Given data:
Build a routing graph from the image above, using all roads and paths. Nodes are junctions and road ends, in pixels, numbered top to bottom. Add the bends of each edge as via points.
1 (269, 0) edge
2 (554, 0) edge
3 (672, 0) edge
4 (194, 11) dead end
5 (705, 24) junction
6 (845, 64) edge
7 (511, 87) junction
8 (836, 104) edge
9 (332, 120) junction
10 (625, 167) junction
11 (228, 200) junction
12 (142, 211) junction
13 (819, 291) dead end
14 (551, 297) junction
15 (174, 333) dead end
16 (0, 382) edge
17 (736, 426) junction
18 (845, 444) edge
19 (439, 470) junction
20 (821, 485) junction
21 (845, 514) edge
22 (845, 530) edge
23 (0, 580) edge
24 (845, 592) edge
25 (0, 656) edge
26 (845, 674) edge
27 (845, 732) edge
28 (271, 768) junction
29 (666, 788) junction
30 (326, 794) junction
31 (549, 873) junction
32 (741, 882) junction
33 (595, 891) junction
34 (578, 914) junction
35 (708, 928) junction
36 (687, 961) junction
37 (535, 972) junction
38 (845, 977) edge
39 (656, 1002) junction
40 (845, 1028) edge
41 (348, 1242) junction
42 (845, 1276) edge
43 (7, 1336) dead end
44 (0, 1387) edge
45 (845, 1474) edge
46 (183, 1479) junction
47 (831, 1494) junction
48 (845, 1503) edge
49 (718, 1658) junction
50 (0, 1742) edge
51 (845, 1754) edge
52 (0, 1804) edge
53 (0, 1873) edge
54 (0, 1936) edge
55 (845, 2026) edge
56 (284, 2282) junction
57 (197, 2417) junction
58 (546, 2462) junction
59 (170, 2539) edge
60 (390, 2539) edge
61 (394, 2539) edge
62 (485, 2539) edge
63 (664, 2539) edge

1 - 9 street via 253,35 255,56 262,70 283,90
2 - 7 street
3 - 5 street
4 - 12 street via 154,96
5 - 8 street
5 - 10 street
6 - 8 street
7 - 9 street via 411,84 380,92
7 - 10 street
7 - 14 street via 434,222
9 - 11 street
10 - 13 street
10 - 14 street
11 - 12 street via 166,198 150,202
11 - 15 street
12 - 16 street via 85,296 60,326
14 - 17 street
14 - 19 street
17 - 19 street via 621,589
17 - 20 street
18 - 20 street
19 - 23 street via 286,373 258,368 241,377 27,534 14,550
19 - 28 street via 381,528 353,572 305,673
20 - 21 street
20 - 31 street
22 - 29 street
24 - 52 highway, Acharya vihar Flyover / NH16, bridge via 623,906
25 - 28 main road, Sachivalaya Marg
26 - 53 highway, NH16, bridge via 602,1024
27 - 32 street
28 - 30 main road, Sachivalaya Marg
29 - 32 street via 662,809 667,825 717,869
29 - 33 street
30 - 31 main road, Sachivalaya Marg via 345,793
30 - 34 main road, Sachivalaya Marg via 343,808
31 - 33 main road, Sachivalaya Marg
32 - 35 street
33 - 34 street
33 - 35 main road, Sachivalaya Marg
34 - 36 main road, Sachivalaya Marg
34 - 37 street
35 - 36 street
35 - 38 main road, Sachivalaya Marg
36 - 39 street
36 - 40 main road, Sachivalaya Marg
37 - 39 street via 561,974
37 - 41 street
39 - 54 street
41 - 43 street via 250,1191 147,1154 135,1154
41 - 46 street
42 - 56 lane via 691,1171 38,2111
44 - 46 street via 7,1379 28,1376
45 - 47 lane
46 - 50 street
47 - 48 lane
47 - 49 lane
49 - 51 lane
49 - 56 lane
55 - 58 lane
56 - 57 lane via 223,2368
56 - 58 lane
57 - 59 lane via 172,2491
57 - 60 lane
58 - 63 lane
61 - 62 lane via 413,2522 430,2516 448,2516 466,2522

Work task: Having read the records, return each one exactly.

Task solution:
Build a routing graph from the image above, using all roads and paths. Nodes are junctions and road ends, in pixels, numbered top to bottom. Add the bends of each edge as via points.
1 (269, 0) edge
2 (554, 0) edge
3 (672, 0) edge
4 (194, 11) dead end
5 (705, 24) junction
6 (845, 64) edge
7 (511, 87) junction
8 (836, 104) edge
9 (332, 120) junction
10 (625, 167) junction
11 (228, 200) junction
12 (142, 211) junction
13 (819, 291) dead end
14 (551, 297) junction
15 (174, 333) dead end
16 (0, 382) edge
17 (736, 426) junction
18 (845, 444) edge
19 (439, 470) junction
20 (821, 485) junction
21 (845, 514) edge
22 (845, 530) edge
23 (0, 580) edge
24 (845, 592) edge
25 (0, 656) edge
26 (845, 674) edge
27 (845, 732) edge
28 (271, 768) junction
29 (666, 788) junction
30 (326, 794) junction
31 (549, 873) junction
32 (741, 882) junction
33 (595, 891) junction
34 (578, 914) junction
35 (708, 928) junction
36 (687, 961) junction
37 (535, 972) junction
38 (845, 977) edge
39 (656, 1002) junction
40 (845, 1028) edge
41 (348, 1242) junction
42 (845, 1276) edge
43 (7, 1336) dead end
44 (0, 1387) edge
45 (845, 1474) edge
46 (183, 1479) junction
47 (831, 1494) junction
48 (845, 1503) edge
49 (718, 1658) junction
50 (0, 1742) edge
51 (845, 1754) edge
52 (0, 1804) edge
53 (0, 1873) edge
54 (0, 1936) edge
55 (845, 2026) edge
56 (284, 2282) junction
57 (197, 2417) junction
58 (546, 2462) junction
59 (170, 2539) edge
60 (390, 2539) edge
61 (394, 2539) edge
62 (485, 2539) edge
63 (664, 2539) edge

1 - 9 street via 253,35 255,56 262,70 283,90
2 - 7 street
3 - 5 street
4 - 12 street via 154,96
5 - 8 street
5 - 10 street
6 - 8 street
7 - 9 street via 411,84 380,92
7 - 10 street
7 - 14 street via 434,222
9 - 11 street
10 - 13 street
10 - 14 street
11 - 12 street via 166,198 150,202
11 - 15 street
12 - 16 street via 85,296 60,326
14 - 17 street
14 - 19 street
17 - 19 street via 621,589
17 - 20 street
18 - 20 street
19 - 23 street via 286,373 258,368 241,377 27,534 14,550
19 - 28 street via 381,528 353,572 305,673
20 - 21 street
20 - 31 street
22 - 29 street
24 - 52 highway, Acharya vihar Flyover / NH16, bridge via 623,906
25 - 28 main road, Sachivalaya Marg
26 - 53 highway, NH16, bridge via 602,1024
27 - 32 street
28 - 30 main road, Sachivalaya Marg
29 - 32 street via 662,809 667,825 717,869
29 - 33 street
30 - 31 main road, Sachivalaya Marg via 345,793
30 - 34 main road, Sachivalaya Marg via 343,808
31 - 33 main road, Sachivalaya Marg
32 - 35 street
33 - 34 street
33 - 35 main road, Sachivalaya Marg
34 - 36 main road, Sachivalaya Marg
34 - 37 street
35 - 36 street
35 - 38 main road, Sachivalaya Marg
36 - 39 street
36 - 40 main road, Sachivalaya Marg
37 - 39 street via 561,974
37 - 41 street
39 - 54 street
41 - 43 street via 250,1191 147,1154 135,1154
41 - 46 street
42 - 56 lane via 691,1171 38,2111
44 - 46 street via 7,1379 28,1376
45 - 47 lane
46 - 50 street
47 - 48 lane
47 - 49 lane
49 - 51 lane
49 - 56 lane
55 - 58 lane
56 - 57 lane via 223,2368
56 - 58 lane
57 - 59 lane via 172,2491
57 - 60 lane
58 - 63 lane
61 - 62 lane via 413,2522 430,2516 448,2516 466,2522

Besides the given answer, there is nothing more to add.